Leaking Heating Oil Tank

Folks, last time we discussed what happens when an oil tank leaks in three areas:

  1. From a buried tank, underground storage tank (UST)
  2. From a tank in your basement
  3. A tank in your garage

Today, we will complete our discussion with four additional areas a home heating oil tank can leak, along with what happens with each:

  1. A tank outside the home
  2. Tank under a porch
  3. A tank in your crawlspace
  4. A tank under the house

We won’t go into great detail with each location. Instead, we’ll give you a general idea of what can happen and what to expect. As always, call us for more information and we can explain it to you further. 

How To Deal With A Leaking Aboveground Heating Oil Tank Outside Your House

I already know what you are thinking, “Hey, listen, I know you are not going to talk about a simple little tank leak outside, are you? It’s outside and I would see it (e.g. catch it) right away. Or the oil delivery company will tell me when it leaks, so it will not be a big deal!” 

Well, my dear blog reader …….AAAAGGRRHHHHHHH. 

You would be wrong. 

Contrary to popular belief, no, you are not outside looking at your tank all the time, and no, you will not see it as soon as it starts (unless maybe its on a concrete pad, you would see a stain), and no, the oil company will not automatically look at your tank to check for leaks every time they come to deliver oil. 

Most people will not notice the leak until one of three things happens: you will see dead grass or vegetation around the tank, you smell a strong oil smell outside, or you smell oil in the house, and/or you have oil in the sump pump pit in the basement.

If you end up with an oil smell in your house because the oil is coming through the basement foundation wall, or if it gets into the sump pump this will add additional costs to the project. 

What’s important to know is that a leaking oil tank outside can be more expensive to perform remediation than a buried tank. This is because AST (aboveground storage tank) leaks always start in the bottom. 

The tank corrodes and degrades from the inside out. You will never know the condition of the tank by looking at the outside. The leak starts as a small weep (a wet or damp bottom) and then grows to a pinhole or multiple holes. 

The oil continues to drip 24-7, seeping down into the ground and spreading out. 

Outside oil tank leaks can be very costly for homeowners to pay to clean up. If you are on well water, or if the well is in the vicinity of the leak, the oil can even seep into the groundwater and get into your drinking water. 

These types of leaks can necessitate excavating out one or several dump truck loads of contaminated soil. 

On top of all that, most home insurance companies do not cover these oil tank leaks. That means the homeowner is on the hook to pay thousands of dollars out of pocket. An

We have seen tanks leak and contaminate the neighbors property also. If your AST is 12-15 years old or older, get it replaced now. Do not wait. 

The rule of thumb used to be 20 years for an outside tank. That is no longer the case. Tanks are made differently now and the heating fuel we use is also not the same. 

More often nowadays, we do see some tanks less than 20 years old leak.
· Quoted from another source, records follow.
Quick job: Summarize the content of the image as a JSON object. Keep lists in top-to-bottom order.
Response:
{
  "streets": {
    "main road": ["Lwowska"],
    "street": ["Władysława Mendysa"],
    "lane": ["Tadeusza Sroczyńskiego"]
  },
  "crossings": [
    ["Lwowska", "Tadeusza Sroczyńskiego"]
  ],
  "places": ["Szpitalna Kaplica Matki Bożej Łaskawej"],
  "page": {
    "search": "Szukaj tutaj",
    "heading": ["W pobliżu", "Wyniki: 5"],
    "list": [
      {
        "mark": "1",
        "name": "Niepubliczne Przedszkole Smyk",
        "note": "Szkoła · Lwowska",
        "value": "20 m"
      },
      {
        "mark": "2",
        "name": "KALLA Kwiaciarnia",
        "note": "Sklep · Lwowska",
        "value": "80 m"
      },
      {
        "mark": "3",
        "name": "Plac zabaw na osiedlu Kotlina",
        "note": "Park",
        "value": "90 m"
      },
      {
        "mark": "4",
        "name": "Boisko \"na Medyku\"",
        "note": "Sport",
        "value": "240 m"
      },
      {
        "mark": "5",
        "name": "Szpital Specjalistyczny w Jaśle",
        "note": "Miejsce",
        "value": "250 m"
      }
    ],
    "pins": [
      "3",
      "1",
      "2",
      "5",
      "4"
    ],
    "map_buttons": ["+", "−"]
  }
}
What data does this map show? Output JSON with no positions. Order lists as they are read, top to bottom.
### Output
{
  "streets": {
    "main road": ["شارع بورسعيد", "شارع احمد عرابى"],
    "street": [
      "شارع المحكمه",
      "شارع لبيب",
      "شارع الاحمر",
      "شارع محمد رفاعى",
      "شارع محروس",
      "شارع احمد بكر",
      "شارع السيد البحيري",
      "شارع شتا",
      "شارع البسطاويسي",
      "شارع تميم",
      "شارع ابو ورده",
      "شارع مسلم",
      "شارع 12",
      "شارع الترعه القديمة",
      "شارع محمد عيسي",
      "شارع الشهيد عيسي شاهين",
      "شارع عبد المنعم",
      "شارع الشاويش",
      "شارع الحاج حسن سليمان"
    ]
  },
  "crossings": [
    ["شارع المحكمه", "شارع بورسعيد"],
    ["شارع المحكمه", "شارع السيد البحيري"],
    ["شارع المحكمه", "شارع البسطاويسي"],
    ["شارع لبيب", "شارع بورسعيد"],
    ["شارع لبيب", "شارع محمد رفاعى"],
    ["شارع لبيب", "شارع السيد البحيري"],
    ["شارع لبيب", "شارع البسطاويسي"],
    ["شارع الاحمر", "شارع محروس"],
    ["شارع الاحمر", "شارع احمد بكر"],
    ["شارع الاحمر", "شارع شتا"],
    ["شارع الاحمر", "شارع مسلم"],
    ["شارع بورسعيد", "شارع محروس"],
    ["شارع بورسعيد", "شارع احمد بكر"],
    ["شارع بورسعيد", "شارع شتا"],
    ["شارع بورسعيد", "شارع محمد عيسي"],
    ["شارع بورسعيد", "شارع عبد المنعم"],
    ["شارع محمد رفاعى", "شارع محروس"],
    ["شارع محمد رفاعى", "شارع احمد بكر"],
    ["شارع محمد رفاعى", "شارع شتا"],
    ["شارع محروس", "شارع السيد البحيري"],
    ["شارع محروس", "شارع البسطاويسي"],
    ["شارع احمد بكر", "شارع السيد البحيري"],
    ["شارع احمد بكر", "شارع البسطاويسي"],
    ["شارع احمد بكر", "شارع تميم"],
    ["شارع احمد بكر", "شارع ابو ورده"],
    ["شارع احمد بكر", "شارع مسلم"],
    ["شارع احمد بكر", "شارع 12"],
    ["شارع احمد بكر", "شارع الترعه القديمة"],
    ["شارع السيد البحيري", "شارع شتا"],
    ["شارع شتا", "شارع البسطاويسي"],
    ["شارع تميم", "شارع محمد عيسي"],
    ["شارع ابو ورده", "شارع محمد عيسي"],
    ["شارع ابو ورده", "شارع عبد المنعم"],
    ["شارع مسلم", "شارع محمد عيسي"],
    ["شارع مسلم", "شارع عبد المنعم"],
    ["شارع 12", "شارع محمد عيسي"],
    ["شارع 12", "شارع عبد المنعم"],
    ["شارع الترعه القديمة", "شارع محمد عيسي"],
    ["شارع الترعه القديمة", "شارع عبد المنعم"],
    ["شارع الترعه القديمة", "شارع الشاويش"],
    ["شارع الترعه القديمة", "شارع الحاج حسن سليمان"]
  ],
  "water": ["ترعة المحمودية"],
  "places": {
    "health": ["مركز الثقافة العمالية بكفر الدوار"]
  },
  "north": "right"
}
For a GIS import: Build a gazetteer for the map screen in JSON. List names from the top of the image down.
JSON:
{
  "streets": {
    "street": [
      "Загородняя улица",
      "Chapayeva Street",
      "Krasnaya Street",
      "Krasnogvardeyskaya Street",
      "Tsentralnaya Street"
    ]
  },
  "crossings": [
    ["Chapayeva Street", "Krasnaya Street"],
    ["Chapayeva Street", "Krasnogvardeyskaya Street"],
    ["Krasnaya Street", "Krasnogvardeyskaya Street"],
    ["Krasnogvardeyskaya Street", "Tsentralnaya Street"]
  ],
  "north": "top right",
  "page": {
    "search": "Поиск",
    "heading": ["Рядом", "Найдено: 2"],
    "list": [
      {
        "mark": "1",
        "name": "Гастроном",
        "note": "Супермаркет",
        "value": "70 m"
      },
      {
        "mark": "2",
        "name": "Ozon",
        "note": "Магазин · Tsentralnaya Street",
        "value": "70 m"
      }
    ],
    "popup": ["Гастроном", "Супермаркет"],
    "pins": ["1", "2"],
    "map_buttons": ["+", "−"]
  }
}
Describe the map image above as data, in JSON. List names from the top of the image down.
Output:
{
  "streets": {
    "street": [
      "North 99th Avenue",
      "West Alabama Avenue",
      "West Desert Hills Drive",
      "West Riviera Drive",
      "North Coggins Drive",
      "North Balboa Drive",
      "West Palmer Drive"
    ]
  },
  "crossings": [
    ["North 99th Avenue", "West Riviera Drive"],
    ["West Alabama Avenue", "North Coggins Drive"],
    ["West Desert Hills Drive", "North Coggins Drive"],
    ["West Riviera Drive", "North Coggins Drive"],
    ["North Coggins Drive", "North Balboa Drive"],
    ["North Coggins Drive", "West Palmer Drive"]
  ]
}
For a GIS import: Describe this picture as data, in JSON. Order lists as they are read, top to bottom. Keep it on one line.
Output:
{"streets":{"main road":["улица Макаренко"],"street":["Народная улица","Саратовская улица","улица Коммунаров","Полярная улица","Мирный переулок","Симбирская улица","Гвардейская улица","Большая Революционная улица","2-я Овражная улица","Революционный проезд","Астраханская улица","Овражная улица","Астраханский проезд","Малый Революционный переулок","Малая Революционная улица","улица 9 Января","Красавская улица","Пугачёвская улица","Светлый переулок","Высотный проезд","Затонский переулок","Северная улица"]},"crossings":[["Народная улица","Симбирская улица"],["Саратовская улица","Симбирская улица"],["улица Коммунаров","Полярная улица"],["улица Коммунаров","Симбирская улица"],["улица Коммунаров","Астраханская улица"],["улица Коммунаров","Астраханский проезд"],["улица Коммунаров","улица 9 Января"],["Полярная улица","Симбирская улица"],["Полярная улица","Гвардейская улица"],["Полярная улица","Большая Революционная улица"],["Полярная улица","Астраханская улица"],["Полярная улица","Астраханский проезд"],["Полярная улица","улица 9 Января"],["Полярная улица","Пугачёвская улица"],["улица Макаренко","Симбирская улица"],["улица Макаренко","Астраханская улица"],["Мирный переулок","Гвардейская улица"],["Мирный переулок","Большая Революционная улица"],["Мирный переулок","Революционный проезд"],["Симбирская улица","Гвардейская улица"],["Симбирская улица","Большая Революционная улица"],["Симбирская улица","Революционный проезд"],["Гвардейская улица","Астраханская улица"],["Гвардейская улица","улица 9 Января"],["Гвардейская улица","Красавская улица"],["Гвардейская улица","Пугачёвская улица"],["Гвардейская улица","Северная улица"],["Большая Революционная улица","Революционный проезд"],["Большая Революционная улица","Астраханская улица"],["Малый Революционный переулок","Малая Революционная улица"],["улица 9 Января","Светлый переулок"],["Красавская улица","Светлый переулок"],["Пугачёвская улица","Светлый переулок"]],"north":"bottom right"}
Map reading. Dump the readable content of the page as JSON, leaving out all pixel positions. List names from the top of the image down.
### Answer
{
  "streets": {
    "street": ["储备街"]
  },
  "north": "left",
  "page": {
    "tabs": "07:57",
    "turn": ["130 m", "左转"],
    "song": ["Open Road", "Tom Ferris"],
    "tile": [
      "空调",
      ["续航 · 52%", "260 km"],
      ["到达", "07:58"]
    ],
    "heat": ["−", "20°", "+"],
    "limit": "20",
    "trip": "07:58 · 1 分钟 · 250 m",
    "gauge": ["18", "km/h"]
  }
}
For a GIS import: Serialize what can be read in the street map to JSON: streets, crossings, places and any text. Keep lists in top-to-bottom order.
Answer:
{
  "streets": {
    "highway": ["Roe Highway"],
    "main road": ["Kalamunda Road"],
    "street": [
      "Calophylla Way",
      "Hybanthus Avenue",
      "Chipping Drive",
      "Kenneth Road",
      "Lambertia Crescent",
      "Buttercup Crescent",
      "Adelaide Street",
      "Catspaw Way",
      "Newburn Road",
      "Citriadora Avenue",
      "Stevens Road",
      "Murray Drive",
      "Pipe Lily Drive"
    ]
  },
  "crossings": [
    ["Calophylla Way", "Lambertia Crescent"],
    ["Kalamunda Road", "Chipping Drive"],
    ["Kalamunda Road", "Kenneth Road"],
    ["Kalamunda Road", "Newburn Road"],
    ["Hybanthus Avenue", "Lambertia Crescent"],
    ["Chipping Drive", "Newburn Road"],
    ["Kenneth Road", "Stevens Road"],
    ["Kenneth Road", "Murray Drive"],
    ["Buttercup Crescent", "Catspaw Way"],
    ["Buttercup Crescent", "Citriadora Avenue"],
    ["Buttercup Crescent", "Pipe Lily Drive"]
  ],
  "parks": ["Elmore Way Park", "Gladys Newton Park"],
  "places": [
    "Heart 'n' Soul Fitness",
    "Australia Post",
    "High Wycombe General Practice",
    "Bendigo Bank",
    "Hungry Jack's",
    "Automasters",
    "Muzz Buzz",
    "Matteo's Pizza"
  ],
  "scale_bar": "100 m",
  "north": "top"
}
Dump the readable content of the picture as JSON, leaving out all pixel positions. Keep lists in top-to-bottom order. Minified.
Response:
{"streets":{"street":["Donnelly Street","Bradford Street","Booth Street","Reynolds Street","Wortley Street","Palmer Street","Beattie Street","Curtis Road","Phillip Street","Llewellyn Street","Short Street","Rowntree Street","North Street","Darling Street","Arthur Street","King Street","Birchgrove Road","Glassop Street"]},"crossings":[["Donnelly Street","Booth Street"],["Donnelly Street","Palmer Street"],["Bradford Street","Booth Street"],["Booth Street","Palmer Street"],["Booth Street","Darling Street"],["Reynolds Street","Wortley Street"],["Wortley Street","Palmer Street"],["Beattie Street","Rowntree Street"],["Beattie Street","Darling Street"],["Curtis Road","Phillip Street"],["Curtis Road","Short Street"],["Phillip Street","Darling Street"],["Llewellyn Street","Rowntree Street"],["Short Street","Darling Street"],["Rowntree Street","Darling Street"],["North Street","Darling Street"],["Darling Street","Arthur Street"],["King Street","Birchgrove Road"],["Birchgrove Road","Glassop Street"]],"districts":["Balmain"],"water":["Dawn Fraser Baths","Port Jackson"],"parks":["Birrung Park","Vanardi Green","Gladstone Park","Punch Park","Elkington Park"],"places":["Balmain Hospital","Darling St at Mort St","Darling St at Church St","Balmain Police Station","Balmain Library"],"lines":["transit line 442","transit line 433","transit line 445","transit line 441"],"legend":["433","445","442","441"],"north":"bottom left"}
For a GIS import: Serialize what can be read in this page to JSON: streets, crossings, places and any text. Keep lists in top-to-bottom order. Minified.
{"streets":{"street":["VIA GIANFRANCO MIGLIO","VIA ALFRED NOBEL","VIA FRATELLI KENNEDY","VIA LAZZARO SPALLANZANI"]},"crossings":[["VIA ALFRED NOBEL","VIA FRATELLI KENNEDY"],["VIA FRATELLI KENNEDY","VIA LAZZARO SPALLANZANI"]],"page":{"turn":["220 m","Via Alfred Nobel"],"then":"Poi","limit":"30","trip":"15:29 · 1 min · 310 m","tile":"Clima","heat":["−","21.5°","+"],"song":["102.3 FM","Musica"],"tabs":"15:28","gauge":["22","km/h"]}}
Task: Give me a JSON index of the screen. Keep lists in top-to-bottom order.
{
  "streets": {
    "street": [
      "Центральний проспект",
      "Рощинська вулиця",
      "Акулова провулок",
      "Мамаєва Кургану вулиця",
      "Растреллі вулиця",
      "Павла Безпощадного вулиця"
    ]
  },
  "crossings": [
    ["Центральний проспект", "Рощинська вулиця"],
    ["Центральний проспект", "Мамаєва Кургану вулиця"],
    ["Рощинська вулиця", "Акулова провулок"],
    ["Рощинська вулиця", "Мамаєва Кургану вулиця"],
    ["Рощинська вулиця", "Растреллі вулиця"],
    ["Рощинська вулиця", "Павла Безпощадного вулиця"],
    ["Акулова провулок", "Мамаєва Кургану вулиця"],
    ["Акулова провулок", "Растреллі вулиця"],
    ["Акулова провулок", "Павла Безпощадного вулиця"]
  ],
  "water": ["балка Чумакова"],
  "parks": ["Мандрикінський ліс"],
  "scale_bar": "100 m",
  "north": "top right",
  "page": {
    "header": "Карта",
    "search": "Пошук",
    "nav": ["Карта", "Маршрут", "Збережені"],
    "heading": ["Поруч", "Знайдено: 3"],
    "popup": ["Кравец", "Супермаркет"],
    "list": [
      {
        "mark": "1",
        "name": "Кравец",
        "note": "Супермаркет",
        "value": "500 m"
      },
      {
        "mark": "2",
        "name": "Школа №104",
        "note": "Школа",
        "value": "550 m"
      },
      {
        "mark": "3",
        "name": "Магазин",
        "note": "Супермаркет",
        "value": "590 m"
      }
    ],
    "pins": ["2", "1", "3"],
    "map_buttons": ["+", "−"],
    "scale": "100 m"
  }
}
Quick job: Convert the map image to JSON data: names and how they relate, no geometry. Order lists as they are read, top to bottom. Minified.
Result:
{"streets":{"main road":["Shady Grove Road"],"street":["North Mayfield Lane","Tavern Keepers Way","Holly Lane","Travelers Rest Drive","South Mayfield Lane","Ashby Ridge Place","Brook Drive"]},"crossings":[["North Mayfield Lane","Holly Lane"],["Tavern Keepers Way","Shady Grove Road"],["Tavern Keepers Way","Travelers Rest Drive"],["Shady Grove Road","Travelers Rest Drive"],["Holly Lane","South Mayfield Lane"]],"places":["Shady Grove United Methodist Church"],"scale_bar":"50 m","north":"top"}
Call us at (410) 439-1085 for more info on this topic.

How To Deal With A Leaking Aboveground Heating Oil Tank Under A Porch

Now, what should you do if you find that the aboveground heating oil tank under your porch is leaking? 

If the leak in this case is not too bad, this could be digging out contaminated dirt by hand with shovels and removing it with wheel barrows or using five-gallon buckets. 

If the leak is bad, this could be the same scenario as I just described above for an outside tank leak. Only now if the leak is bad, the porch will have to be partly or completely removed, or even demolished, meaning you’ll have that added expense on top of the other stuff as described above.

How To Deal With A Leaking Aboveground Heating Oil Tank Inside A Crawlspace

For this topic we will be focused on tanks in the crawlspace that are completely aboveground. 

For the record, if the tank is 10% or more buried in the dirt, it has to be considered (per state law) as a buried tank, and a different process applies.

First, the tank has to be removed. It will likely have to be cut into pieces for removal after it is pumped out. GreenTRAX does this all the time, so that part is standard. 

The majority of tanks we see in crawl spaces are dirt floors not concrete. We are speaking of small areas you have to get into on your hands and knees, not walk-in crawl spaces (see our prior blog about tanks in basements for that situation) since no one goes in the crawlspace frequently.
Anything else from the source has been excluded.